Originally published on Oakland North

“Everyone has to sign in first.”

As 20 protesters filed into City Hall, umbrellas open, the security guard at the front desk kindly asked that everyone sign in and obtain a visitor sticker before going upstairs. Everyone followed suit, filing into an orderly line, signing their name and collecting a sticker. Unlike most Occupy Oakland events, this one was rather cordial in tone.

Following a confrontation with police last Thursday at Frank Ogawa Plaza after being denied a permit for a canopy, Occupy Oakland protesters and local clergy members who had organized the Interfaith Tent at the former Occupy camp site had called for an “umbrella action” during which they would confront City Administrator Deanna Santana—in song and dance—about recent events.Their grievances were twofold: They wanted an explanation about why they were denied a canopy permit, as well as one for why their replacement — a beach umbrella — was being considered a “structure” by city officials.

On Monday afternoon, the group of umbrella-wielding protesters marched to the City Administrator’s office. Three protesters sang a Mary Poppins-like tune with lyrics about how “We are the 99 percent” while using their umbrellas as props, dancing in a circle as they sang.

A protester who called herself “Madame Burns” dances and sings “We are the 99 percent” as City Administrator Deanne Santana looks on.

Santana wasn’t in her office, but Assistant City Administrator Michelle Taylor-Lloyd, who represented her, clapped as she watched. Afterward, she was presented with a yellow umbrella and a letter from the Interfaith group.

The scene was then repeated across the way outside the mayor’s office, only this time Santana watched on with a smile and was given a light blue umbrella.

The protest stemmed from the Interfaith group’s desire to re-establish a presence at Frank Ogawa Plaza. The group originally hosted a tent at the plaza’s Occupy camp site, which they used as a scared spiritual space, until it was taken down during the November 14 raid.
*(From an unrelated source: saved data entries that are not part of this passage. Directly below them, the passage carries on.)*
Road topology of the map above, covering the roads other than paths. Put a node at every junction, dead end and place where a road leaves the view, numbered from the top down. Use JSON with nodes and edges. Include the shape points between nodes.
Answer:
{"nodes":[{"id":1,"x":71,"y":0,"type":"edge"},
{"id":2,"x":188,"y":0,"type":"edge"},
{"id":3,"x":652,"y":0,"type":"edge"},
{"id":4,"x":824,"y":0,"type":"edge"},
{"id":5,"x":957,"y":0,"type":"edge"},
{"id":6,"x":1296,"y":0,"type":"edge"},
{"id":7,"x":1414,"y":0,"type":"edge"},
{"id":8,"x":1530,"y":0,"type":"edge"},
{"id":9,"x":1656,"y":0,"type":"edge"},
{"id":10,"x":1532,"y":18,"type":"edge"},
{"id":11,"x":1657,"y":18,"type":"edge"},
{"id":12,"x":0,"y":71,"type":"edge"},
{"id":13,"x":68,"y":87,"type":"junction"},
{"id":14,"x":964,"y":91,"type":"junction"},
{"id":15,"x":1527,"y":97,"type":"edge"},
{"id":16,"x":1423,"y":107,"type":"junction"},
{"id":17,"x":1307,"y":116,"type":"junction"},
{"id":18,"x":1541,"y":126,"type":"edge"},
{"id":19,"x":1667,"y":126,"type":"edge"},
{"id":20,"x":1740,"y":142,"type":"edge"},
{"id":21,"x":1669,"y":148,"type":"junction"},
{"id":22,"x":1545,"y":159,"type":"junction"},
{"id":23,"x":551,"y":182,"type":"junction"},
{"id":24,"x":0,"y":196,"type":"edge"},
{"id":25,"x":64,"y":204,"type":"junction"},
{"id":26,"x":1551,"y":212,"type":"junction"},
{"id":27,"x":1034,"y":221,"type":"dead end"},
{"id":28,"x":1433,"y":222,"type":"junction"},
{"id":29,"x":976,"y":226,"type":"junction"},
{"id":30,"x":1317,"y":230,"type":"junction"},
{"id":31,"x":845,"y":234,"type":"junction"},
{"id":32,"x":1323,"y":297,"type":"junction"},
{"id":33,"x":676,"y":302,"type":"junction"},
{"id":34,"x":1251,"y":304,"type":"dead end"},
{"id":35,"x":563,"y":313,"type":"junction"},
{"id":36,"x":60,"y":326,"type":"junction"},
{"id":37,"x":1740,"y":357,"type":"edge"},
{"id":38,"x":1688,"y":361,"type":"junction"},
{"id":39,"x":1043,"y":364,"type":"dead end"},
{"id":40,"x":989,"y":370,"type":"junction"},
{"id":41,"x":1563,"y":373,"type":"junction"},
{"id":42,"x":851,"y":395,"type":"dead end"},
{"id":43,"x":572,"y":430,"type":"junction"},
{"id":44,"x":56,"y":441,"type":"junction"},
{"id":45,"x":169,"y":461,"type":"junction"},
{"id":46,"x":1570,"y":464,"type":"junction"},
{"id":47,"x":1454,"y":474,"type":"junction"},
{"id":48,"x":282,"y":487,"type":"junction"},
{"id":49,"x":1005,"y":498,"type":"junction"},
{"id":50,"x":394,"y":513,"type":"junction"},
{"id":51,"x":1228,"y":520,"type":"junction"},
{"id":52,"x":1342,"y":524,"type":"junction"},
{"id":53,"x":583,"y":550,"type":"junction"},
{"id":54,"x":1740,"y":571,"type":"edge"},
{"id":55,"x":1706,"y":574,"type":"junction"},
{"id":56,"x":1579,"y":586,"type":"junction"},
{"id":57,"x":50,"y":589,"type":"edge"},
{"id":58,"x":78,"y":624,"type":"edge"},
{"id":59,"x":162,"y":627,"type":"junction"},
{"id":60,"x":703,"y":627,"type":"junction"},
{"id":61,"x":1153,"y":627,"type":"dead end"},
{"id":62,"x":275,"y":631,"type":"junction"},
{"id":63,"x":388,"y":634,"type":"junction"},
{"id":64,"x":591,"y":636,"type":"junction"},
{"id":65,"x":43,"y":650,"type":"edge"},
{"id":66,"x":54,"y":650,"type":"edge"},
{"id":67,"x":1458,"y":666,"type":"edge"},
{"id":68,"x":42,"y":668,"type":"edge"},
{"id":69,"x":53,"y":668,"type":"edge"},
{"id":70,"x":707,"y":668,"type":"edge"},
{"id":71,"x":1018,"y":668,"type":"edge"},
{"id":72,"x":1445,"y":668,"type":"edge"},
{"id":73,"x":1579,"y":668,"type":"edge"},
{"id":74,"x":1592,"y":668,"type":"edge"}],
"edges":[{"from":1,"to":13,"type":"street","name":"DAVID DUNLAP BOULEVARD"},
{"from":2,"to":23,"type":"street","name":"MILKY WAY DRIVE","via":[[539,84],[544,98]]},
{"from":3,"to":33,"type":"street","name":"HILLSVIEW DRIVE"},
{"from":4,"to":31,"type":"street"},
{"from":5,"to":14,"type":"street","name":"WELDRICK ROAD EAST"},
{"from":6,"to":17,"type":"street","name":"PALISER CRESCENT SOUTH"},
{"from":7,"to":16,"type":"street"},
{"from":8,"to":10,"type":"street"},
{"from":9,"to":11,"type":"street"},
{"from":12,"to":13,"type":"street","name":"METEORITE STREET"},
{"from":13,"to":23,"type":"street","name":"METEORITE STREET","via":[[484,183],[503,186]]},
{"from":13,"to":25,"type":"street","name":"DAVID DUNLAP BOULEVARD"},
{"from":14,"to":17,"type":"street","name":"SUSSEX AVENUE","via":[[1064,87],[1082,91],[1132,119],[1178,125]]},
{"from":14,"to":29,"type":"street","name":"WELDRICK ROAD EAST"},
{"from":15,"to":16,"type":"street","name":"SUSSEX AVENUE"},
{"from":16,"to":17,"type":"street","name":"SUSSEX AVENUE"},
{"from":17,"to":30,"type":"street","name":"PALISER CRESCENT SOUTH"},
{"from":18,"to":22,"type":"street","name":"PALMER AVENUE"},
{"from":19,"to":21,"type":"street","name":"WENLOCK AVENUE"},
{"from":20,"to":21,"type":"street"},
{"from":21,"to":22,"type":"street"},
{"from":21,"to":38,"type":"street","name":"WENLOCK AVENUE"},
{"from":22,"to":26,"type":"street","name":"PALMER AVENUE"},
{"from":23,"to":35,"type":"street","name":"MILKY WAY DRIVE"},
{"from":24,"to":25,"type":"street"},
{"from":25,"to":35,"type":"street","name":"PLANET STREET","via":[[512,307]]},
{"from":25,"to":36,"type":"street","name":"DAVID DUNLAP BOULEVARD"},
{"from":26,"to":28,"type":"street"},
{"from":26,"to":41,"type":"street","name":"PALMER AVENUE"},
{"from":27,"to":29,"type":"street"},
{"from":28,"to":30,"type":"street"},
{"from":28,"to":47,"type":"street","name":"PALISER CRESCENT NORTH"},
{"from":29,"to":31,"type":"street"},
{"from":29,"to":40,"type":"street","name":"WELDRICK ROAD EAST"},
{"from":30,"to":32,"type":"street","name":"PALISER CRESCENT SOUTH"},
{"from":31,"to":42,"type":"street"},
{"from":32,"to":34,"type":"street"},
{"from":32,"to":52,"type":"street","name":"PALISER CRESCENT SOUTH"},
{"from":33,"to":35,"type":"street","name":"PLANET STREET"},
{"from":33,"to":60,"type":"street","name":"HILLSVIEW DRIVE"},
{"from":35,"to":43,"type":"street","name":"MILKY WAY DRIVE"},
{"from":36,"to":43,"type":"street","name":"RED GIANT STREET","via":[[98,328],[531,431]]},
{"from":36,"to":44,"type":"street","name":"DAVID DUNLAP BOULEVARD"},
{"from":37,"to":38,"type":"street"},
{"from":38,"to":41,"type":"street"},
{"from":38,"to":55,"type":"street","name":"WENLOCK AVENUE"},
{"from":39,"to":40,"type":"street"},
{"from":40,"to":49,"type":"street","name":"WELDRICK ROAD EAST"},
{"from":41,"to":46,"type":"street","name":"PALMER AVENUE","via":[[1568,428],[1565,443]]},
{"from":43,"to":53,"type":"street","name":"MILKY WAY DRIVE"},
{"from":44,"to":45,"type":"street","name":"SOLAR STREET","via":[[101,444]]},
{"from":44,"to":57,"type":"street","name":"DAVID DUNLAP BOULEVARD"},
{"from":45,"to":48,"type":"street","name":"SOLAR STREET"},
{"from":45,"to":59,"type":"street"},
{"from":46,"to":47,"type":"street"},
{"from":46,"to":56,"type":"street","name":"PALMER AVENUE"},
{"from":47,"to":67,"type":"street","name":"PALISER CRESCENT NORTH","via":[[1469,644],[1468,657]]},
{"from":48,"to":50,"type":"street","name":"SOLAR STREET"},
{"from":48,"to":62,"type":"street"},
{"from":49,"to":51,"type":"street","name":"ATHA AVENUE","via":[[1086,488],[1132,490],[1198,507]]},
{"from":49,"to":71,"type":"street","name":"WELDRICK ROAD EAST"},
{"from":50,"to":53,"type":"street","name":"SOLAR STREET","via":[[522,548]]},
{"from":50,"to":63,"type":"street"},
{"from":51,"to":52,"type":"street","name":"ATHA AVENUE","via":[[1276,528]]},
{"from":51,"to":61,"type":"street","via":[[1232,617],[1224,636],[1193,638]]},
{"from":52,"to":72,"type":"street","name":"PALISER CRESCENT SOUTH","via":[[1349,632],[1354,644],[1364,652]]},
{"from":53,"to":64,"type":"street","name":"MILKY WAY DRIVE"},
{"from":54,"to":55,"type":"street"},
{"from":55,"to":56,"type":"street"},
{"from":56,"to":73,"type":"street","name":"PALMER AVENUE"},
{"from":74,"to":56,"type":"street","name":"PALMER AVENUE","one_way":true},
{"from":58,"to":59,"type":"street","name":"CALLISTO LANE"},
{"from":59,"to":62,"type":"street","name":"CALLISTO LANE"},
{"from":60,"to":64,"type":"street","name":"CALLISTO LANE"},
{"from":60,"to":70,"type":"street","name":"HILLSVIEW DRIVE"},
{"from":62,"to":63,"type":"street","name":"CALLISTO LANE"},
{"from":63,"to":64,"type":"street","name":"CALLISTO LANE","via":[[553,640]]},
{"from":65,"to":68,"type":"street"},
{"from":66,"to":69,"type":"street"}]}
Following the dismantling of Occupy Oakland’s camp, the Interfaith group has maintained a presence during the day to give people a place to discuss issues like economic inequality. Meanwhile, other occupiers have been holding a 24-hour vigil on the plaza in protest of the camp being dismantled.

While Oakland officials allow protesting during the day at the plaza, overnight camping and the erecting structures are not tolerated. While the Interfaith Tent has obtained a permit to maintain its presence on the plaza during the daytime hours, a week ago a permit for a canopy was denied by city officials, and the group’s members say they are unclear about why it was refused.

“This gets distilled down to First Amendment rights,” said Sri Louise, an organizer with the Interfaith group. “Everything (identified with the Occupy Movement) is seen as an insurrectionary object.”

Arturo Sanchez, assistant to the city administrator, said the canopy permit was denied because the group’s permit had no expiration date. Typically, permits of this nature only go out for a few days, he said. “We don’t issue permits in perpetuity,” Sanchez said. “We never told them they couldn’t reapply for a permit.”

According to protesters, umbrellas and tables are now being considered “structures” by city officials, resulting in what they consider harassment by police officers. After an umbrella the size of a beach umbrella was set up to replace the Interfaith group’s canopy, the group was issued a citation.

Sanchez said that due to umbrella’s size, it violated the city’s encroachment code. Under the Oakland Municipal Code, encroachment is defined as unpermitted objects or structures that are in the public right-of-way, such as flower planter boxes, fences, and kiosks.

“It’s not a regular umbrella,” he said. “They were using it as a shelter.”

Sanchez added that the occupiers behind the 24-hour vigil have been cooperative and have been filing for permits for their activities. He said the citations against the Interfaith group are not selective enforcement.

“It’s unfair and inappropriate for one group to abide by the rules and not others,” he said.

Like most Occupy-related events, the umbrella action attracted a number of people who have been adversely affected by current economic conditions. Cynthia Joseph, a 50-year-old Oakland resident who was laid off in 2010, said she participated in the umbrella protest because she is concerned about the future, especially because Congress seems unlikely to extend unemployment benefits. She said she has been active with the Occupy Movement since the beginning.

“I really don’t know what I’m going to do in three months,” Joseph said. “I feel like I’ve been waiting for Occupy my whole life.”

For Sri Louise, she hoped to hear back from city officials soon about the canopy so the group could reapply for a permit. “It provides a space that is inviting to people,” she said of having a canopy, “and has a sense of sacred shelter.”